That’s the fun part. I’m attaching an image of an early prototipe the contraption I need to wire. Whe the star button is pressed, the lights will start a cycle of on/off/dimming like a game and one of them will be finally on revealing (using a servo) whats behind the cup.

Vgs maximum, and RDSon are found in the MOSFET data sheet.

An IRL3705N should do nicely.

https://www.infineon.com/dgdl/irl3705n.pdf?fileId=5546d462533600a40153565f29f42532

OP’s image.

Lights can be placed in series, but recommend you use them in parallel.

A 4.5v bulb will work at 5 volts, however if you are concerned, add an appropriate series dropping resistor (to drop .5v) with each bulb.

As mentioned, circuit C1 (GND side switching) will work.

larryd:
Lights can be placed in series, but recommend you use them in parallel.

NOT! The OP stated that each lamp needs to be controlled separately. So, 1 MOSFET per lamp [i.e. separate circuits, so neither *series*, nor *parallel*].

larryd:
A 4.5v bulb will work at 5 volts, however if you are concerned, add an appropriate series dropping resistor (to drop .5v) with each bulb.

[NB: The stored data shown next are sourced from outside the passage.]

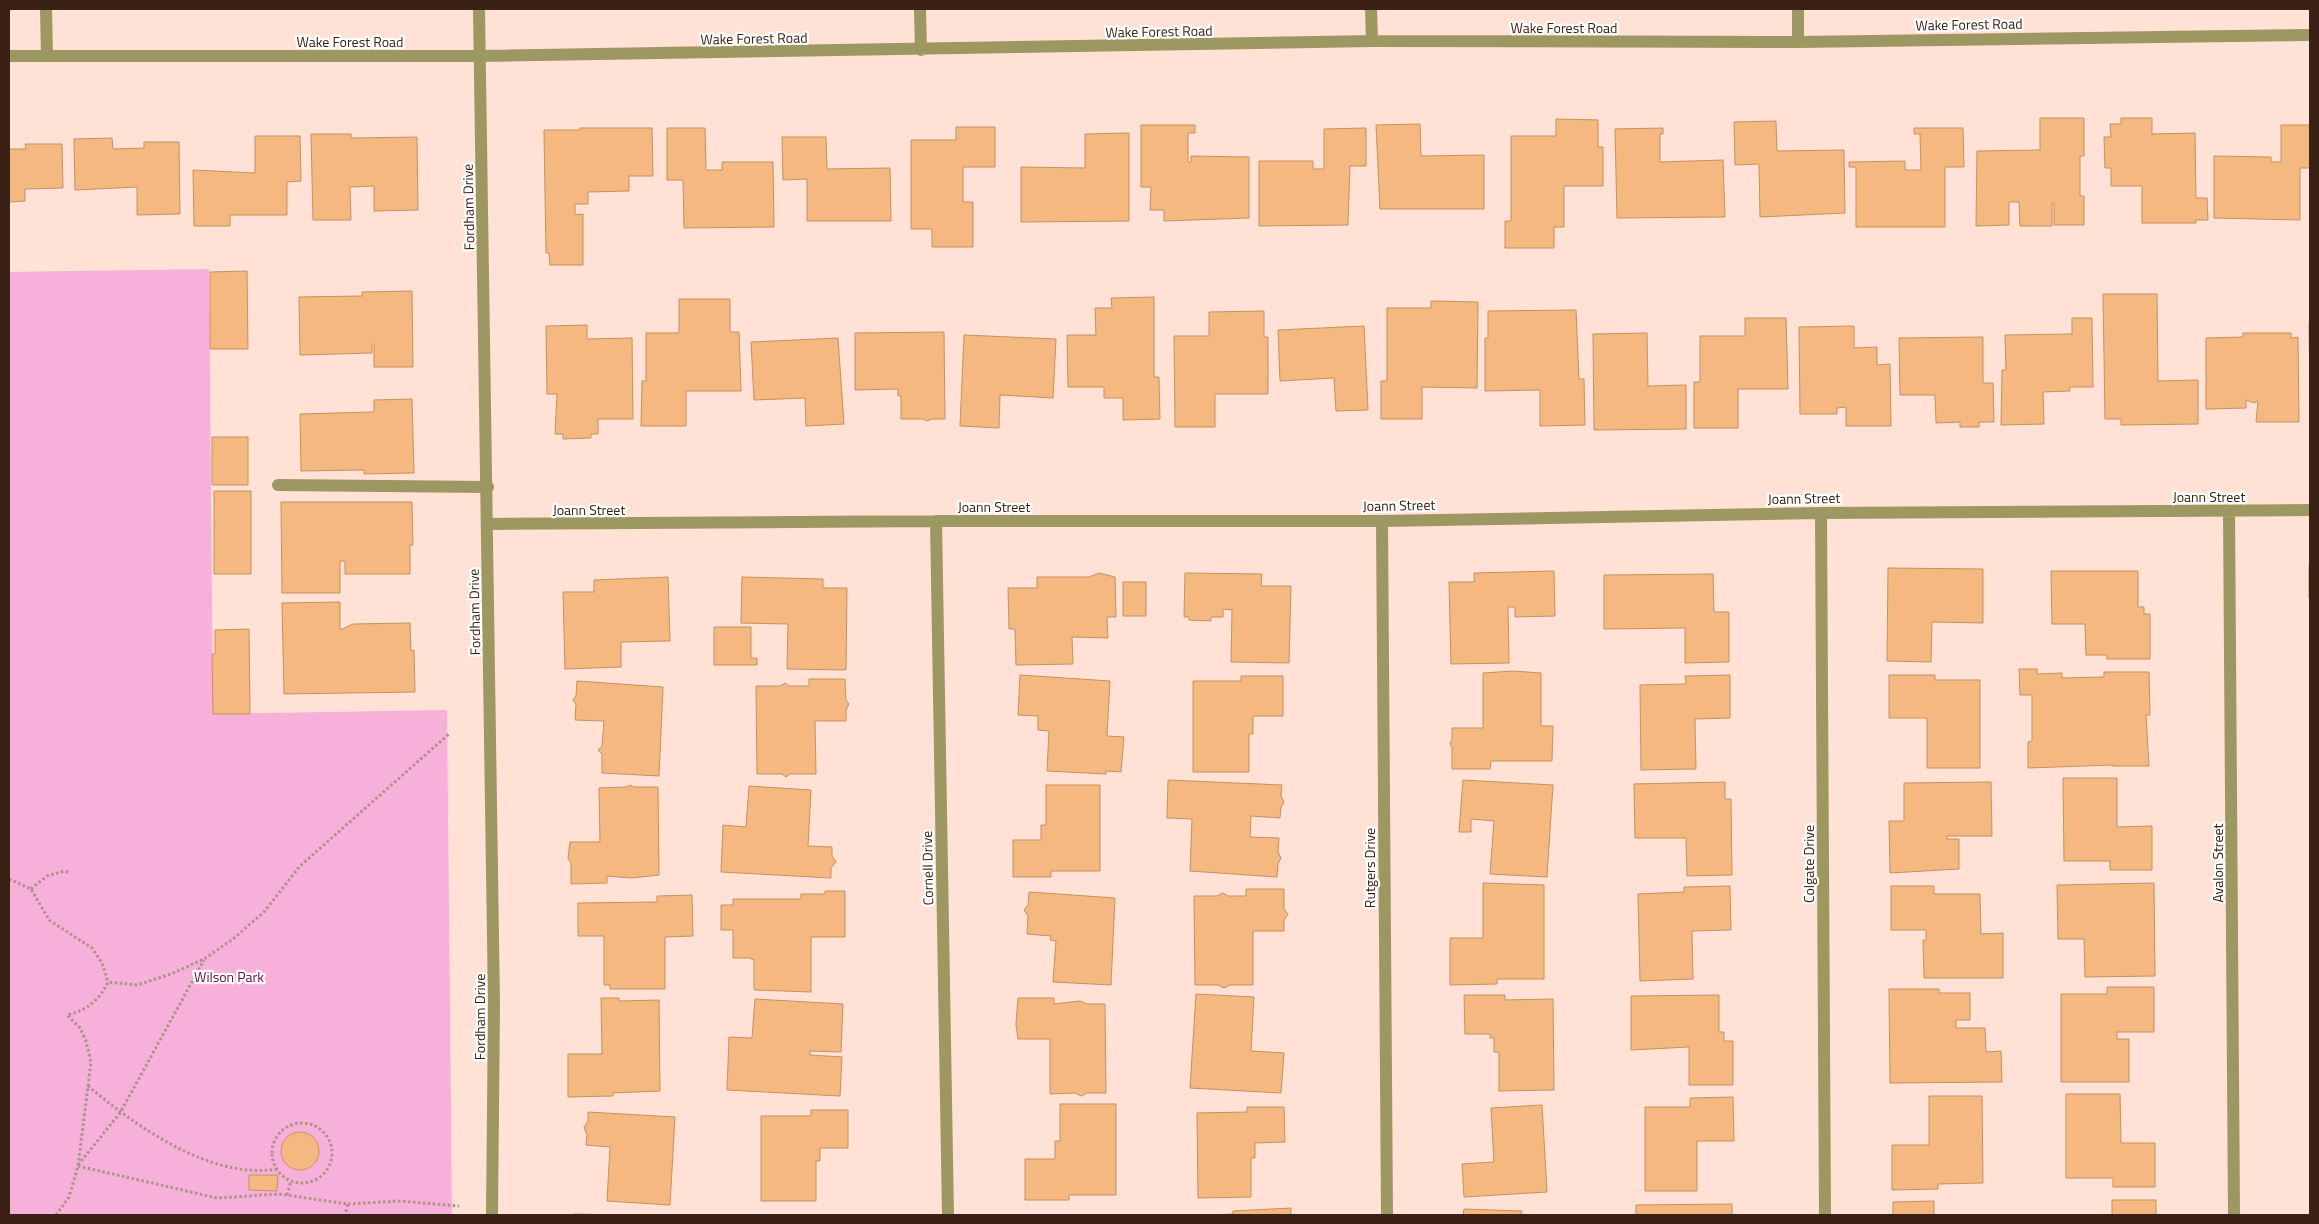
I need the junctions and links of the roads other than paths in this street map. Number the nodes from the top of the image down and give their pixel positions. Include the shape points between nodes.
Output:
1 (46, 9) edge
2 (479, 9) edge
3 (920, 9) edge
4 (1371, 9) edge
5 (1798, 9) edge
6 (2310, 35) edge
7 (1372, 41) junction
8 (1798, 42) junction
9 (921, 50) junction
10 (9, 56) edge
11 (47, 56) junction
12 (480, 56) junction
13 (278, 485) dead end
14 (488, 487) junction
15 (2310, 510) edge
16 (2229, 511) junction
17 (1821, 513) junction
18 (936, 521) junction
19 (1382, 521) junction
20 (488, 524) junction
21 (492, 1215) edge
22 (948, 1215) edge
23 (1387, 1215) edge
24 (1825, 1215) edge
25 (2234, 1215) edge

1 - 11 street
2 - 12 street, Fordham Drive
3 - 9 street
4 - 7 street
5 - 8 street
6 - 8 street, Wake Forest Road
7 - 8 street, Wake Forest Road
7 - 9 street, Wake Forest Road
9 - 12 street, Wake Forest Road
10 - 11 street, Wake Forest Road
11 - 12 street, Wake Forest Road
12 - 14 street, Fordham Drive
13 - 14 street
14 - 20 street, Fordham Drive
15 - 16 street, Joann Street
16 - 17 street, Joann Street
16 - 25 street, Avalon Street
17 - 19 street, Joann Street
17 - 24 street, Colgate Drive
18 - 19 street, Joann Street
18 - 20 street, Joann Street
18 - 22 street, Cornell Drive
19 - 23 street, Rutgers Drive
20 - 21 street, Fordham Drive via 494,1004

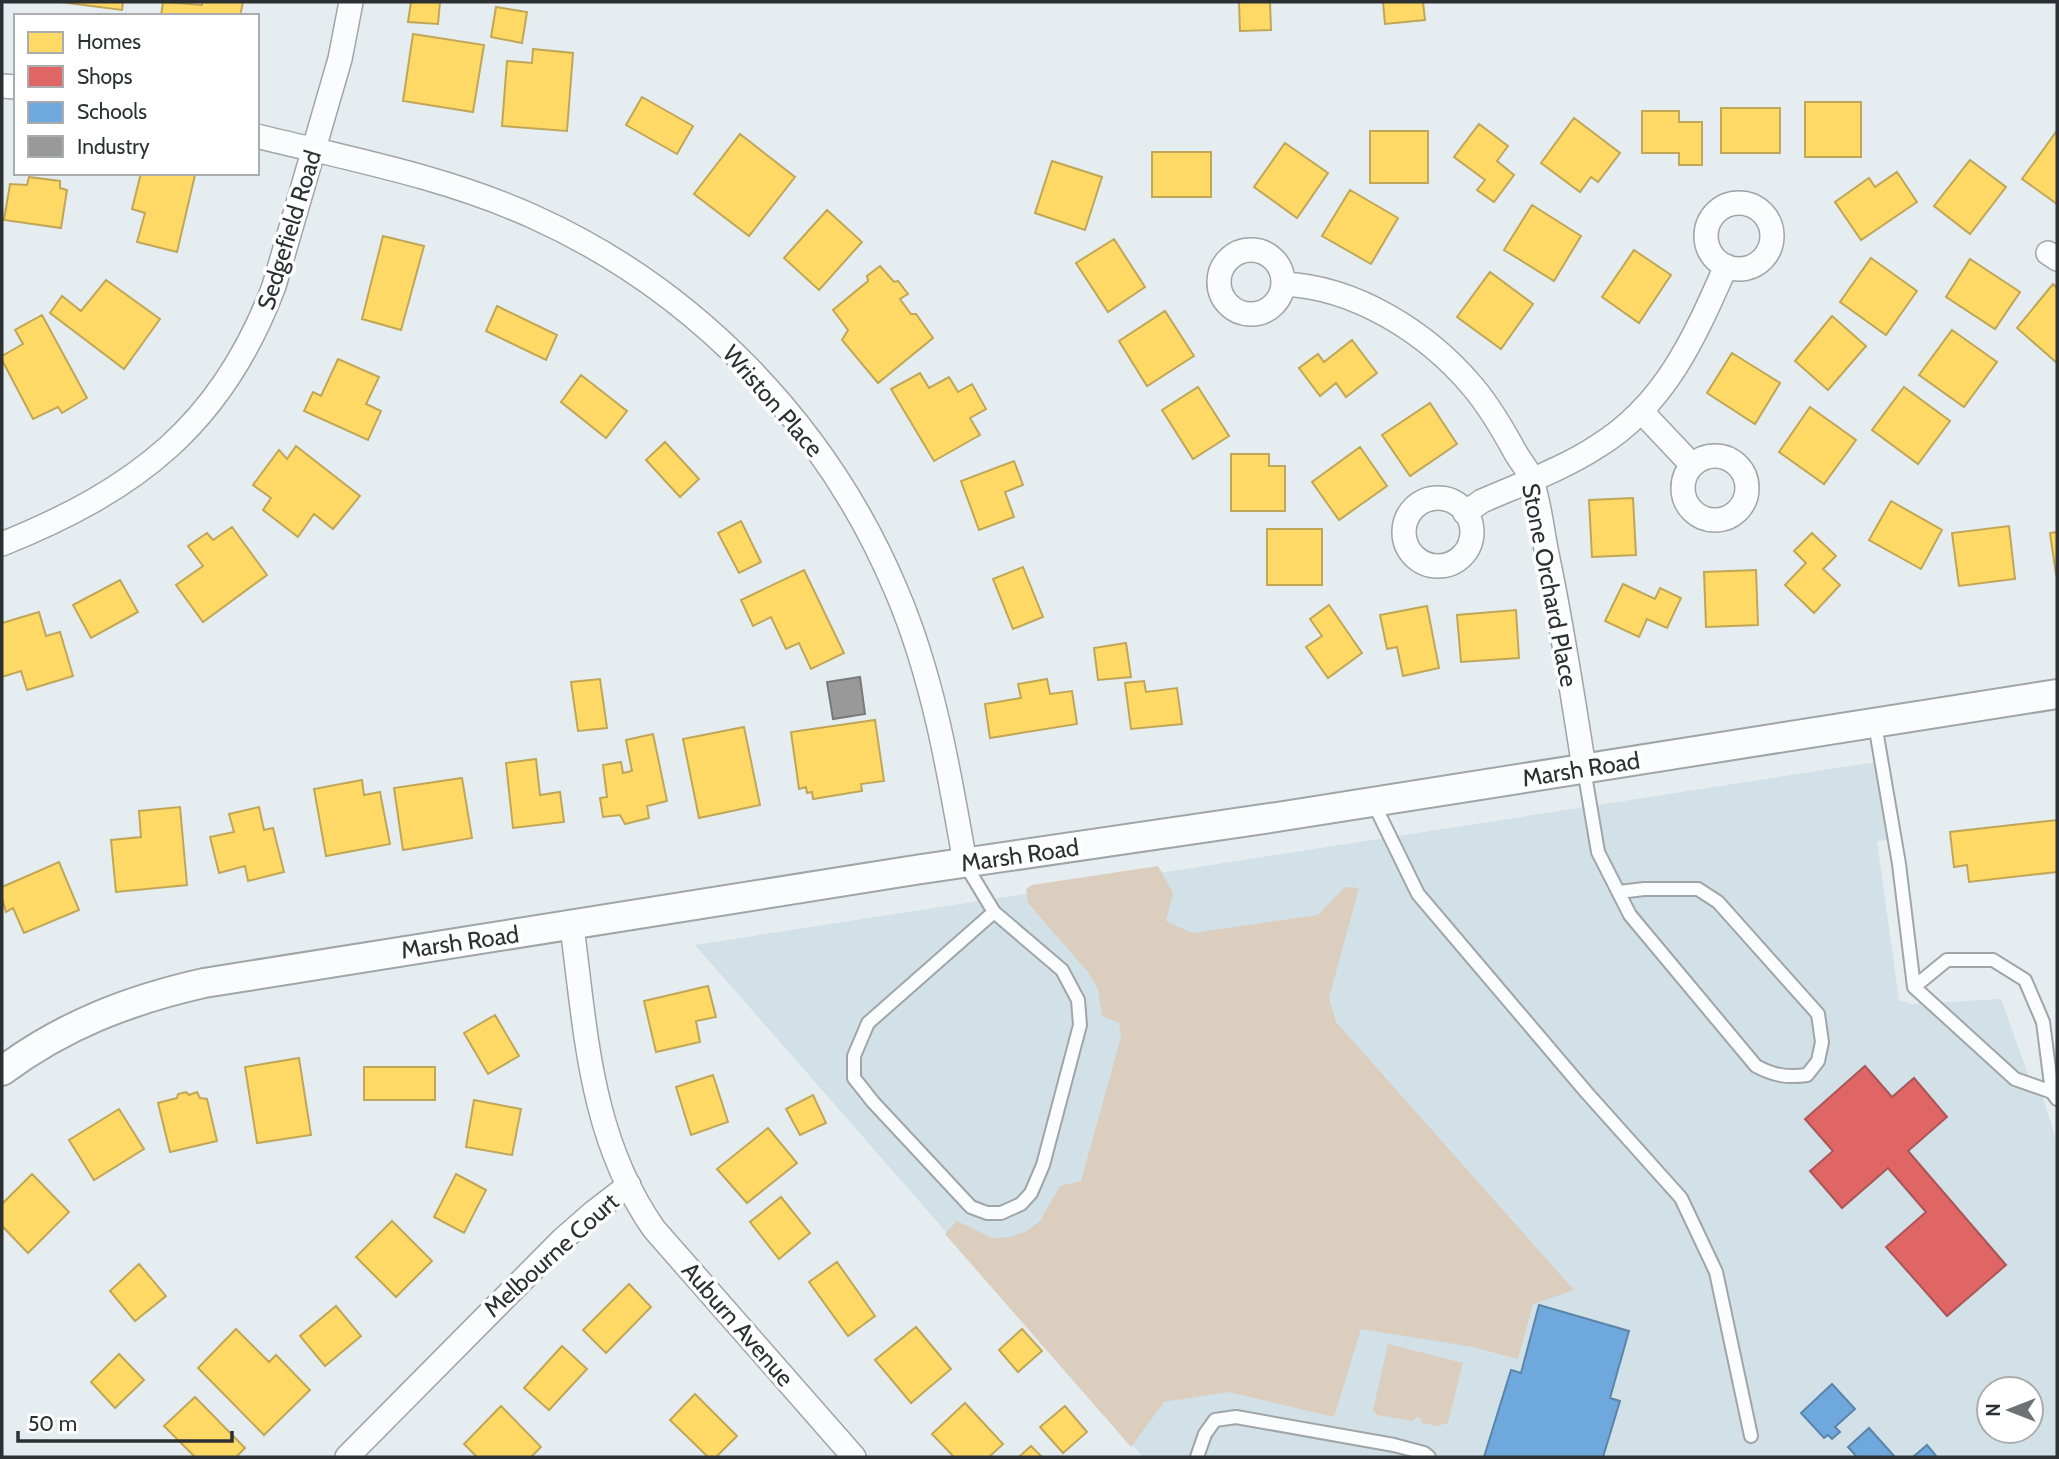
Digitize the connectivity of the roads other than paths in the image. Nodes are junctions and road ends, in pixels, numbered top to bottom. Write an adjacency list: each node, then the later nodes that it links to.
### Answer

Or, as DVDdoug suggested, a series diode, such as a 1N4004.

larryd:
As mentioned, circuit C1 (GND side switching) will work.

Like this:


Notes:

  • I show an "Uno" here, but this applies just a well to a Nano.
  • V2+ in this case is 5V. The Nano's 5V pin won't be able to supply the current needed [unless you take my advice, and run those lamps at a very low current [see below] -- then the 5V pin might do it just fine.
  • The lamps are connected across +Out and -Out. One lamp per +Out/-Out pair. No need to worry about polarity -- you can connect the lamps either way.
  • Diodes D2, D3 and D4 are optional, and merely to drop 5V down to more like 4.3V. Replace each diode with a wire, if not used. But, consider that if you want these bulbs to last longer, better to drive them below their specified power. Adding the diode will work towards this. Also, for that "Steampunky" look, you probably want the bulbs to glow more of an orange -- you know, where you can actually look directly at the filaments -- where they look like orange glowing filaments--right? In which case, instead of the diodes, resistors might to a better job, as the voltage across the lamps may need to come down even lower than 4.3V[ish]. And, even if you plan to use PWM to dim these bulbs, it still might be worthwhile to add the diode, or resistor, especially if you adopt the other goal of getting the maximum current down, so the Nano's 5V regulator can supply those bulbs [and, remember, it's the TOTAL current -- unless it will never be the case that more than one lamp will be on at once [and if that is a shell-game contraption, then I guess that WOULD be the case]. Figure on a practical upper limit of 500mA from the Nano. ALSO [yet again]: You can, probably eliminate the Diode/Resistor by merely relying on PWM do ALL the dimming -- i.e. the maximum brightness would always be something less that a Duty Cycle [something else for you to look up :wink: ]of 100%.
  • My selection of Arduino outputs D2, D5 & D8 was arbitrary -- and merely to make the schematic easier to draw :wink:
  • For education purposes: The MOSFETs are in a "Low Side Switching" arrangement. Because, they switch the low side of the device [lamp] being controlled/"switched".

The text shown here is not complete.